▸ **EXERCISE REQUIREMENTS**: Exactly the lines from the start of the data through the line containing "I need the junctions and links of the" should be output, with both ends kept and nothing added.

BEGIN

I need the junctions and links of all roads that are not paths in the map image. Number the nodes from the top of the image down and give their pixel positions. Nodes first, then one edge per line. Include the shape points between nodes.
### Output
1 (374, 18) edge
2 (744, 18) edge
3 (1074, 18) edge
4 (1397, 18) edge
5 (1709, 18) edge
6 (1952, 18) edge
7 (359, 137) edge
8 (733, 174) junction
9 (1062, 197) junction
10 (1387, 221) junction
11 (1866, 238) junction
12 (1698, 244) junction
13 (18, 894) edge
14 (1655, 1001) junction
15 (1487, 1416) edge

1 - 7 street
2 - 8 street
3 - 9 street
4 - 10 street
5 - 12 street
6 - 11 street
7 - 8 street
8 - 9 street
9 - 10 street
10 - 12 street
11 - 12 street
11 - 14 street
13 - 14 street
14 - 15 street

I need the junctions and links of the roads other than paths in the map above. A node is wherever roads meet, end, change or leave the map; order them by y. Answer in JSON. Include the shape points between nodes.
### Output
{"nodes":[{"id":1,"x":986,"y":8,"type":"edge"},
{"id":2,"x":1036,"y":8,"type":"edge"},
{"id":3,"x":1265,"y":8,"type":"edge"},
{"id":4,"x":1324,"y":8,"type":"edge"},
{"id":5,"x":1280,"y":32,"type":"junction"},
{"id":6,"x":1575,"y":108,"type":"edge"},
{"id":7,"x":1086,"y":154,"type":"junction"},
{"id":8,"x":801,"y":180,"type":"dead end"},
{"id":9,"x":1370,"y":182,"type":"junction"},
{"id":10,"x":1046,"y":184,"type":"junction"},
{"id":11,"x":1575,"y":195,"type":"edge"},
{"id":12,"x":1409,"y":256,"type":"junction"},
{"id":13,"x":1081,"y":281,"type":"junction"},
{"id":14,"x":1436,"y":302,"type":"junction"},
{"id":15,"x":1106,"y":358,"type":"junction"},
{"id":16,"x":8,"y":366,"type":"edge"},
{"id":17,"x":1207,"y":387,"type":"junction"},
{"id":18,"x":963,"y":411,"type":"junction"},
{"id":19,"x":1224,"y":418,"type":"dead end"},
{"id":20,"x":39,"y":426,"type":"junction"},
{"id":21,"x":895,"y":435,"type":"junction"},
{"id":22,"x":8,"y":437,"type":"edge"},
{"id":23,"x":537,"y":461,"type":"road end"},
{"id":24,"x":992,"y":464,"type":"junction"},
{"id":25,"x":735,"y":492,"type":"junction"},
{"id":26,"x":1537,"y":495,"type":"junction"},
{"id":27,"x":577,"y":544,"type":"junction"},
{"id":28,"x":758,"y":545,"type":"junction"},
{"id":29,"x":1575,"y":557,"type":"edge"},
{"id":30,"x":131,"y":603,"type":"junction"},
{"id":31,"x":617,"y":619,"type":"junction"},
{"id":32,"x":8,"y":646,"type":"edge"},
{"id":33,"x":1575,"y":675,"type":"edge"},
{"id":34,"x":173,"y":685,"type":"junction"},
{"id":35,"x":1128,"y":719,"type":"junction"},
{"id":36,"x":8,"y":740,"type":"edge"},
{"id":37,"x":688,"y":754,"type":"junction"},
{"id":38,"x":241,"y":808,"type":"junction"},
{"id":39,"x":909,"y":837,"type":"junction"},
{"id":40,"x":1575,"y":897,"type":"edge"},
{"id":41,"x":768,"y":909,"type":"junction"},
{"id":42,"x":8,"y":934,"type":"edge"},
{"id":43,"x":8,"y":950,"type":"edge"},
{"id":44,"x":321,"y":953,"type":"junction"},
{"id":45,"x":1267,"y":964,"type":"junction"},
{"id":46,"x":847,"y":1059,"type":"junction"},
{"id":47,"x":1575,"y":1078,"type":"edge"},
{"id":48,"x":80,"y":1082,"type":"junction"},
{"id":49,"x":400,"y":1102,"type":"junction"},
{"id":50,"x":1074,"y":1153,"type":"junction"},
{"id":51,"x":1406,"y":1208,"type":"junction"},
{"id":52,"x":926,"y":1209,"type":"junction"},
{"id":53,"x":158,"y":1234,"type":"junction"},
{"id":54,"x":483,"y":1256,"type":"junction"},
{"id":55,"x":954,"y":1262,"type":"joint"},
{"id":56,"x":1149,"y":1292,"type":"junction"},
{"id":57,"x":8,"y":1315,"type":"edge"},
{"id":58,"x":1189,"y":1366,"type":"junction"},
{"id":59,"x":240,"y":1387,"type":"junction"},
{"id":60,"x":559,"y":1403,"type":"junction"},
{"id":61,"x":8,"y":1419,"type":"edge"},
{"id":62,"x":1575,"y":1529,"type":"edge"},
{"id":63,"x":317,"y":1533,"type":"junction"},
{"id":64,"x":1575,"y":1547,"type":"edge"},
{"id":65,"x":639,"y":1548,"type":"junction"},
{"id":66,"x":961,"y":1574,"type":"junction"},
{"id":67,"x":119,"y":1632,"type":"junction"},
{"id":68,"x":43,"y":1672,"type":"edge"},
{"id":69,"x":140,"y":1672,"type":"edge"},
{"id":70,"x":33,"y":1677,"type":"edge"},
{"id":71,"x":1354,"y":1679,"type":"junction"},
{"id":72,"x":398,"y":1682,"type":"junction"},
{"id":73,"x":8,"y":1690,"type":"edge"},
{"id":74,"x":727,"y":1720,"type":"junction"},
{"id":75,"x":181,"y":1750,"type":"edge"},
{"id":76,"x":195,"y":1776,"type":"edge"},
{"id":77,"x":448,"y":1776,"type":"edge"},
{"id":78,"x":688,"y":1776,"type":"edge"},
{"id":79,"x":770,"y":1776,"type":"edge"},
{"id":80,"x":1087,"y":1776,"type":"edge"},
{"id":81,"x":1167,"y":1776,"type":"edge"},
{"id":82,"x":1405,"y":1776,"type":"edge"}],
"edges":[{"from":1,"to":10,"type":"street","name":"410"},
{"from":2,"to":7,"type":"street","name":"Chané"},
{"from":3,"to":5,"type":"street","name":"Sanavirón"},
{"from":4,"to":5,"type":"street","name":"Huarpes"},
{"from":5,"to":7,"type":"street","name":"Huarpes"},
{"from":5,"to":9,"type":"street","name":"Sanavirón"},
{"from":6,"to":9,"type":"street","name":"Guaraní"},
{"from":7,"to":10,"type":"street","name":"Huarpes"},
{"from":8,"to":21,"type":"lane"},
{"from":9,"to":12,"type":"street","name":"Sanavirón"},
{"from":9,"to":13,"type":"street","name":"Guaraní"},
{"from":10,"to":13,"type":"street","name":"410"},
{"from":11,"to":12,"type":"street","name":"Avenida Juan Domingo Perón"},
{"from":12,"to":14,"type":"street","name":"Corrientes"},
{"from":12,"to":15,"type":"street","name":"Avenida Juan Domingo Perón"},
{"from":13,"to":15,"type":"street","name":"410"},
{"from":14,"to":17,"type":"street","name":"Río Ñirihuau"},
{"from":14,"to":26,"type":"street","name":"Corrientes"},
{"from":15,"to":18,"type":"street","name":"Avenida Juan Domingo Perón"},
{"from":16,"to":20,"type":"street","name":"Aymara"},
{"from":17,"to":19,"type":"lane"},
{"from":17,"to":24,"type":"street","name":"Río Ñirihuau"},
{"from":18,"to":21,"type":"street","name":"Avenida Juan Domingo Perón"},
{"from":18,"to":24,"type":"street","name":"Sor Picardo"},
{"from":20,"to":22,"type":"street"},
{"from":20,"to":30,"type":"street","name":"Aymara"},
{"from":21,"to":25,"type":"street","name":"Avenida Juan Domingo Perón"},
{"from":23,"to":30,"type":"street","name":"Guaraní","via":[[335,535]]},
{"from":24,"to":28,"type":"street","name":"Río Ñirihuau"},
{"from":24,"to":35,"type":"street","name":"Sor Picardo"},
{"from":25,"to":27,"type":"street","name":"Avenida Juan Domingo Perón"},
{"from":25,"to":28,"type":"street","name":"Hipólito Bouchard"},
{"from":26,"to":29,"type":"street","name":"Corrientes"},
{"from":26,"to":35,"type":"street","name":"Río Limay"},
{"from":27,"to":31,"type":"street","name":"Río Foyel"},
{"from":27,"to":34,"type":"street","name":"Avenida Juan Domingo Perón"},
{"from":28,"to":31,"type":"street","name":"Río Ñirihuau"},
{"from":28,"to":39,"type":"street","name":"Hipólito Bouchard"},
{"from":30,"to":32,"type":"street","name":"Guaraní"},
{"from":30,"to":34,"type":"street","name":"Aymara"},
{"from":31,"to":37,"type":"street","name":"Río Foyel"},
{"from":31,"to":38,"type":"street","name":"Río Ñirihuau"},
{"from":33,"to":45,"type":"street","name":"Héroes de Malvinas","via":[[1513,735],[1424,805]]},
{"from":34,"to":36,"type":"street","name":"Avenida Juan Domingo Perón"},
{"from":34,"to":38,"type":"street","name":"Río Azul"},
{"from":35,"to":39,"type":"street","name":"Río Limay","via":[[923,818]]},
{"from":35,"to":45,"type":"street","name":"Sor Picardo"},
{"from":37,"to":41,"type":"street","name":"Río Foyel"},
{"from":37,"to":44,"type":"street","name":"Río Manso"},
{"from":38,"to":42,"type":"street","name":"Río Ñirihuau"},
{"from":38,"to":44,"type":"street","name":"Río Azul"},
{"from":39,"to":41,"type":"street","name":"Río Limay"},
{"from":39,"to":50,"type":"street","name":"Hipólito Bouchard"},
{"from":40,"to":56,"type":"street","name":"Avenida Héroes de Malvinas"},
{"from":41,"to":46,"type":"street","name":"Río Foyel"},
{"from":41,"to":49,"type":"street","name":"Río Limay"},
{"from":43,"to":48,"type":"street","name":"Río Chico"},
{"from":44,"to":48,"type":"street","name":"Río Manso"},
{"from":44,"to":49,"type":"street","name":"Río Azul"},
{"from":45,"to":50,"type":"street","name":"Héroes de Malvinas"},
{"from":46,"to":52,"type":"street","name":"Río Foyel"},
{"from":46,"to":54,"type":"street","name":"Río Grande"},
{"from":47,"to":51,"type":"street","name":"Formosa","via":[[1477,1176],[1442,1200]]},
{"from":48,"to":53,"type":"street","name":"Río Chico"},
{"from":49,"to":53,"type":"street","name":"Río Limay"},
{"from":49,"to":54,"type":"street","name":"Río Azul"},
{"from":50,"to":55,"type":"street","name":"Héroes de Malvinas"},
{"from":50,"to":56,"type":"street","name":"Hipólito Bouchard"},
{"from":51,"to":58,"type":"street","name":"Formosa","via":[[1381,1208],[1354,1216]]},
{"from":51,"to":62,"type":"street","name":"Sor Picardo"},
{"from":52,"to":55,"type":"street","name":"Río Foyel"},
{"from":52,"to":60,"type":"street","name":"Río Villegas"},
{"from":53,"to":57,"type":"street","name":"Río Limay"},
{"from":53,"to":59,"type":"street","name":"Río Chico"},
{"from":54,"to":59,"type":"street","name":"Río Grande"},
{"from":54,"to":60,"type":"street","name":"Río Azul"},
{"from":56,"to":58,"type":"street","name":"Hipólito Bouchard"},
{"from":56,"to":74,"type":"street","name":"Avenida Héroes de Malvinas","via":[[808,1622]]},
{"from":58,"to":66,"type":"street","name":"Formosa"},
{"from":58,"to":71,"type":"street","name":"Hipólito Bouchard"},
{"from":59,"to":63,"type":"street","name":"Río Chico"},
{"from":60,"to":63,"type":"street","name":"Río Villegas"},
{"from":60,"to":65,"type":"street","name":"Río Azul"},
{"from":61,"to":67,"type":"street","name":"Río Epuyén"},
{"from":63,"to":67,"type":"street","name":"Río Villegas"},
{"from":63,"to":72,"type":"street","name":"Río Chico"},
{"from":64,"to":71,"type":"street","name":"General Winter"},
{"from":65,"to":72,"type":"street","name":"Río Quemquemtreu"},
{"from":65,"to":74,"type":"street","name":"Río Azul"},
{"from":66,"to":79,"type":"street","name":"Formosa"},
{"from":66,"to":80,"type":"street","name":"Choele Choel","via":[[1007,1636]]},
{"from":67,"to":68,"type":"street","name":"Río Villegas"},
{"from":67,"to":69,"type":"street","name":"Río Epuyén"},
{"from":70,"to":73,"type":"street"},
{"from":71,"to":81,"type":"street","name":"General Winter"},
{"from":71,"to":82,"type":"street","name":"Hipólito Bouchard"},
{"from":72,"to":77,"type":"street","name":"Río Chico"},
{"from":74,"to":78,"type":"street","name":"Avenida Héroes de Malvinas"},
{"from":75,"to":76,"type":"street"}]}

END

▸ **EXERCISE SOLUTION**:
I need the junctions and links of all roads that are not paths in the map image. Number the nodes from the top of the image down and give their pixel positions. Nodes first, then one edge per line. Include the shape points between nodes.
### Output
1 (374, 18) edge
2 (744, 18) edge
3 (1074, 18) edge
4 (1397, 18) edge
5 (1709, 18) edge
6 (1952, 18) edge
7 (359, 137) edge
8 (733, 174) junction
9 (1062, 197) junction
10 (1387, 221) junction
11 (1866, 238) junction
12 (1698, 244) junction
13 (18, 894) edge
14 (1655, 1001) junction
15 (1487, 1416) edge

1 - 7 street
2 - 8 street
3 - 9 street
4 - 10 street
5 - 12 street
6 - 11 street
7 - 8 street
8 - 9 street
9 - 10 street
10 - 12 street
11 - 12 street
11 - 14 street
13 - 14 street
14 - 15 street

I need the junctions and links of the roads other than paths in the map above. A node is wherever roads meet, end, change or leave the map; order them by y. Answer in JSON. Include the shape points between nodes.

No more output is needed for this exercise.